Quinta,
13.
Até parece
que tenho procuração para defender a menina Mortágua. Outro dia foi o banqueiro
que a queria fora do país, hoje é a extrema-direita que lhe deu 48 horas, a
ela e a mais duas deputadas, para desemparar o espaço nacional. Tudo porque as
senhoras parlamentares, entraram na rixa entre o SOS Racismo e os grupelhos de
direita que querem os estrangeiros fora de Portugal. Muito embora eles se
tenham mascarado de Ku Klux Klan - à moda dos seus pares americanos-, suponho,
por enquanto, que é dar-lhes importância exagerada.
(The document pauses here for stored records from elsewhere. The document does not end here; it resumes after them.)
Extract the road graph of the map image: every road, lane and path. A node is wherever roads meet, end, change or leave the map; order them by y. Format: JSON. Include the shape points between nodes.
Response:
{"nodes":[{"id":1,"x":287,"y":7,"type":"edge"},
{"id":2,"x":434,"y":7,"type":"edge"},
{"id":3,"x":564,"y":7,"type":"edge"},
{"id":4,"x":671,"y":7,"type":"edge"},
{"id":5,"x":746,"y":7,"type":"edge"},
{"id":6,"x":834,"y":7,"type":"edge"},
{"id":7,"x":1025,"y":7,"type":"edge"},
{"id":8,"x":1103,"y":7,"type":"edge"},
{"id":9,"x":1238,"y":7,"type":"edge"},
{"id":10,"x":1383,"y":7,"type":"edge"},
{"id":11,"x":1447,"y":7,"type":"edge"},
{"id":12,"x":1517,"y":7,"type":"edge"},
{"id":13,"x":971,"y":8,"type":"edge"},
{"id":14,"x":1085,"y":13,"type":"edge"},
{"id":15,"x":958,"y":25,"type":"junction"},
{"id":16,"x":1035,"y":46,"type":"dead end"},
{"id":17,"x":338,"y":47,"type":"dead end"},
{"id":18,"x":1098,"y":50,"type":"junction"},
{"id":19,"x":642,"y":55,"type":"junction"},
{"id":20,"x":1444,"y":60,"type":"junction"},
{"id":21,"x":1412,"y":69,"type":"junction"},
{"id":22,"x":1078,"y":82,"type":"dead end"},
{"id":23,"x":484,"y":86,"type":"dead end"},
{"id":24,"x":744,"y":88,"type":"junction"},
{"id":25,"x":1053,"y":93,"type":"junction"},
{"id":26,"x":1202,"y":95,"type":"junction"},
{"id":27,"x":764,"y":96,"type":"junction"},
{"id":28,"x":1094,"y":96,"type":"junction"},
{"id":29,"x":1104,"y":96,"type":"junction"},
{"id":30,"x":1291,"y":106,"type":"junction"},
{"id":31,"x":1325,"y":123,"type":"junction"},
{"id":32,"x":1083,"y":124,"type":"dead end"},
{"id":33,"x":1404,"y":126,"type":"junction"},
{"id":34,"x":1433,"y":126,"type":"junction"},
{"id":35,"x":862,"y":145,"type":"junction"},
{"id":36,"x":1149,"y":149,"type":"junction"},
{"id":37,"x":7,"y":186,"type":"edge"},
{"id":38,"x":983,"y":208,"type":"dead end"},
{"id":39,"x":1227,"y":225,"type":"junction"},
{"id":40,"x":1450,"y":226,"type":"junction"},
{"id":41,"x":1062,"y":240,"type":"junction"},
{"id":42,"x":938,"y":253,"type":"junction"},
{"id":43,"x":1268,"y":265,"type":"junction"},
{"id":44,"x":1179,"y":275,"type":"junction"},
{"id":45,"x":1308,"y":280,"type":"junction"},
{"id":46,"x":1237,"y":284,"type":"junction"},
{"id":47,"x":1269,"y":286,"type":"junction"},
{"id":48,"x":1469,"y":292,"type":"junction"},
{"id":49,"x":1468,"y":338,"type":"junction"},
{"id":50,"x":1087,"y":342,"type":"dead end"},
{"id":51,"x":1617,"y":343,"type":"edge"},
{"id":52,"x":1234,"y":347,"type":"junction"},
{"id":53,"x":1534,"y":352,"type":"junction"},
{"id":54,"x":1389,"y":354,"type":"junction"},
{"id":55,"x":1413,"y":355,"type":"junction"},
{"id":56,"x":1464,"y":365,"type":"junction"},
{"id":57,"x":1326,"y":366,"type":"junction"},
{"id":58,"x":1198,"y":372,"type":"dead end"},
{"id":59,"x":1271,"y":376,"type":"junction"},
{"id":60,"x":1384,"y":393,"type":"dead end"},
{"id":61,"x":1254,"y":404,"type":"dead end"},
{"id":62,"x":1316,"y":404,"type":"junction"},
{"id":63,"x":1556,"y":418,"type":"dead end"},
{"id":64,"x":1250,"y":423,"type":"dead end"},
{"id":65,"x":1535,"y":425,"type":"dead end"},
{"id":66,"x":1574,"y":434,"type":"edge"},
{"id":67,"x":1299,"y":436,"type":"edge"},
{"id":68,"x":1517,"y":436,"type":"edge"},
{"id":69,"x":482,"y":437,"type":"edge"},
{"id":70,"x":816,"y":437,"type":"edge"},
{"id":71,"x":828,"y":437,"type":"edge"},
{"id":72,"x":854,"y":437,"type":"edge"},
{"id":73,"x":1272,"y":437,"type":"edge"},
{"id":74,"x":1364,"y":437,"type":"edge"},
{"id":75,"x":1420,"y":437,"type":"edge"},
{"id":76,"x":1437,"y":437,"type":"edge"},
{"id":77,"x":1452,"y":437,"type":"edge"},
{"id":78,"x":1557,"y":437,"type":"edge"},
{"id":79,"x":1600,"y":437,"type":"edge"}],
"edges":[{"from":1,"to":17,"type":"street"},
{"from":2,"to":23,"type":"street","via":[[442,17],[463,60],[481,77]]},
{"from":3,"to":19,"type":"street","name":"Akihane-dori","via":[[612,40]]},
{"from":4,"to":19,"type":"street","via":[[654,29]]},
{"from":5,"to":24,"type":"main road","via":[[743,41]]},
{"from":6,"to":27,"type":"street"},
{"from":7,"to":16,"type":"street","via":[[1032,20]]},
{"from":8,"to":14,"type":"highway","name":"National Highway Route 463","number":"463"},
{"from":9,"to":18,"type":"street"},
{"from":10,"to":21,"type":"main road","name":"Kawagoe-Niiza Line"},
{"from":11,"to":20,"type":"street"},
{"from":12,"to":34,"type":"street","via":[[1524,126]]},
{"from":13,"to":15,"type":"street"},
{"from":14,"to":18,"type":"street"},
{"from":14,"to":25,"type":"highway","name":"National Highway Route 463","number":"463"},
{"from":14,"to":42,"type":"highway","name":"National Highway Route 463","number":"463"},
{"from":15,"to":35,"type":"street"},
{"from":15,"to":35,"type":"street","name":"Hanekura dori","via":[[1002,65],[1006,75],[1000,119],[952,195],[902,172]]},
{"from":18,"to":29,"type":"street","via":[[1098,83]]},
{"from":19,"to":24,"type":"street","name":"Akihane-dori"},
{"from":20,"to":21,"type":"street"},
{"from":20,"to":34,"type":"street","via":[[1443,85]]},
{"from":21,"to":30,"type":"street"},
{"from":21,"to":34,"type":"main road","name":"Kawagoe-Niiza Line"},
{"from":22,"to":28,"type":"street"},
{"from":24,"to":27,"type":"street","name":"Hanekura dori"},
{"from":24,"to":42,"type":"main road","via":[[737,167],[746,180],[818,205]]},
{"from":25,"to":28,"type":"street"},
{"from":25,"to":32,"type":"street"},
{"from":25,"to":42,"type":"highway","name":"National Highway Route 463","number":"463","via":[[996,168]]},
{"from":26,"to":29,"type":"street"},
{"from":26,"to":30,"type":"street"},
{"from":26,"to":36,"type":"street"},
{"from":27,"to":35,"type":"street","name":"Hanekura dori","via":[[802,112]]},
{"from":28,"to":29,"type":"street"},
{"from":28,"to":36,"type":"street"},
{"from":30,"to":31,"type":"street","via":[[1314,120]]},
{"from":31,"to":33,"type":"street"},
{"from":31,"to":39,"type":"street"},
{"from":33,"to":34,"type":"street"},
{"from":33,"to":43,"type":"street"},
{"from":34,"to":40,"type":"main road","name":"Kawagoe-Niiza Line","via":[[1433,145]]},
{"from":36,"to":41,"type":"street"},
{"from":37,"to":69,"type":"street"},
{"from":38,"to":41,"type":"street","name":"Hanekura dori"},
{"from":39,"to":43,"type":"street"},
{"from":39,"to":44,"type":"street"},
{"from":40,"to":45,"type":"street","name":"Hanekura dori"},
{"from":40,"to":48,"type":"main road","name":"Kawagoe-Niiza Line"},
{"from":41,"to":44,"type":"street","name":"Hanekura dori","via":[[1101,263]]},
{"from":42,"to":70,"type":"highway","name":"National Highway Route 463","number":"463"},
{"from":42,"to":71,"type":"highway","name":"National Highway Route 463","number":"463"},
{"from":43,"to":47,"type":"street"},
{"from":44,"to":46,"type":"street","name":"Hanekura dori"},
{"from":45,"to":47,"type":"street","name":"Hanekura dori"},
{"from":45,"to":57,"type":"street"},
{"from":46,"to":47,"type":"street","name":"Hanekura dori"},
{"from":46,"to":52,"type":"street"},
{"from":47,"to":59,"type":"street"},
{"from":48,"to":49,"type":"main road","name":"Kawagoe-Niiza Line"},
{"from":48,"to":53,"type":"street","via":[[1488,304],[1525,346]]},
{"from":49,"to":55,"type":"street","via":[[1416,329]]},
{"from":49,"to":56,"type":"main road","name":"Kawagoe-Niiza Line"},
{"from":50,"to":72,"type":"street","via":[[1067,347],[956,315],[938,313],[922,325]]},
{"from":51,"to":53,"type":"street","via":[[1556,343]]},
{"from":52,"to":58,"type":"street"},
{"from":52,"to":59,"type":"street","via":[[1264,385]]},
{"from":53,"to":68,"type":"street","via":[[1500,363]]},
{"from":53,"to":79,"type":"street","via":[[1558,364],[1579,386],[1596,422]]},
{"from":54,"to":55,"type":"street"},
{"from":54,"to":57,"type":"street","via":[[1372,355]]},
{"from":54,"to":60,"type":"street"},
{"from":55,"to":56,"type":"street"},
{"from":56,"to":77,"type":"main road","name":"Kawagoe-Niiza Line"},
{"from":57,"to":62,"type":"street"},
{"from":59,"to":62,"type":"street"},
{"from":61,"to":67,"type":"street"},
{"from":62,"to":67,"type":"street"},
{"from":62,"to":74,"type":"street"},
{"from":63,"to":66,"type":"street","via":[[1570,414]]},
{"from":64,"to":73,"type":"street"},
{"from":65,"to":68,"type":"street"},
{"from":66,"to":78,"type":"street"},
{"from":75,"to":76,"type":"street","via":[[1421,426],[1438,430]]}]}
A democracia possui meios
suficientes para acudir aos extremos, e não vale a pena à esquerda ocupar em
permanência o campo ideológico como se fosse a guardiã única dos valores morais
e cívicos. Numa sociedade moderna e democrática, são lícitas todas as
actividades que produzem valores sociais de enquadramento humano e racial,
moral e de equilíbrio – os excrementos são banidos.
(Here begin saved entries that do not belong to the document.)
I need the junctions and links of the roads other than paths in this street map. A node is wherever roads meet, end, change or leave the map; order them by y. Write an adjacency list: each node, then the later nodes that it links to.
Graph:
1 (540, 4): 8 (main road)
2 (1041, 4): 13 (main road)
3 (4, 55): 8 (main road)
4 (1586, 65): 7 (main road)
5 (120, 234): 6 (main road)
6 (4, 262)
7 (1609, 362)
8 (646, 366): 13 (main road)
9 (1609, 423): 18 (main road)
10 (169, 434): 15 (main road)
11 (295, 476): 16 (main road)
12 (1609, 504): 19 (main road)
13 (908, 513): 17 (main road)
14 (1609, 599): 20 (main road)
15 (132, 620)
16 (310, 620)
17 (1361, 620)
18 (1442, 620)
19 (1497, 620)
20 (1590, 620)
- Lá fui à abertura levar o carro ao
médico. Pelo sexto ano sucessivo – à parte o alinhamento da direcção o ano
passado – tudo estava nos conformes e sem precisão de o fazer passar pelo
mecânico sorvedouro de 120 euros. Assim 600 euros economizei nestes derradeiros
seis anos.
- Por aqui entrou a alegria dos
emigrantes. Não chegam à mancheia, mas os que aparecem trazem o olhar chocho
que o brilho do sol português inunda de luz e felicidade. As casas estão em
permanência de portas e janelas abertas, os pátios pejados de crianças, as
mesas abertas sob latadas onde cachos de uvas espreitam, roçam mato que se
acumulou, apanham figos e tomates que os familiares plantaram, ouvem-se as
televisões aos berros dentro das divisões sem espectadores, nas varandas, colchas
e tapetes estendidos para que o astro-rei coma o mofo, o húmus da ausência,
impregne tudo da saudade sentida lá longe que os acompanhou até aqui, nas
estradas de terra batida cruzam-se “banholas” luzidias. Toda esta animação não
dá sossego ao sossego com que eles sonharam em terras estrangeiras. Dir-se-ia
que o clima, a estadia fugidia, o desassossego dos dias, compõem o bouquet que os seus corações alvoroçados
carecem. A terceira geração, aparentemente perdida, depressa se integra na
corrente da consanguinidade Lusitânia.
- Fiz quatro frascos de compota de
figo e ainda tenho fruto para mais um mês. Talvez volte a fazer outra rodada
deste néctar dos deuses. Temperatura amena a desafiar-me para avançar no campo
em pequenos trabalhos de limpeza. Romance a penates. Começo a acreditar que não
tenho unhas para tocar semelhante instrumento. Desolação. Sentimento de
falhanço. Fasquia demasiado alta para tão fraco artista. Passei no atelier do
Fortuna com quem estive à conversa um certo tempo. É triste a idade, sobretudo
quando nos repetimos sem darmos conta do enfado do nosso colocutor. Chá em casa
do Raul e Glória. Amanhã, assim que acordar, vou apanhar uma cesta de figos
para levar ao Igor que tão bem me acolhe na Brasileira e me defende dos intrusos.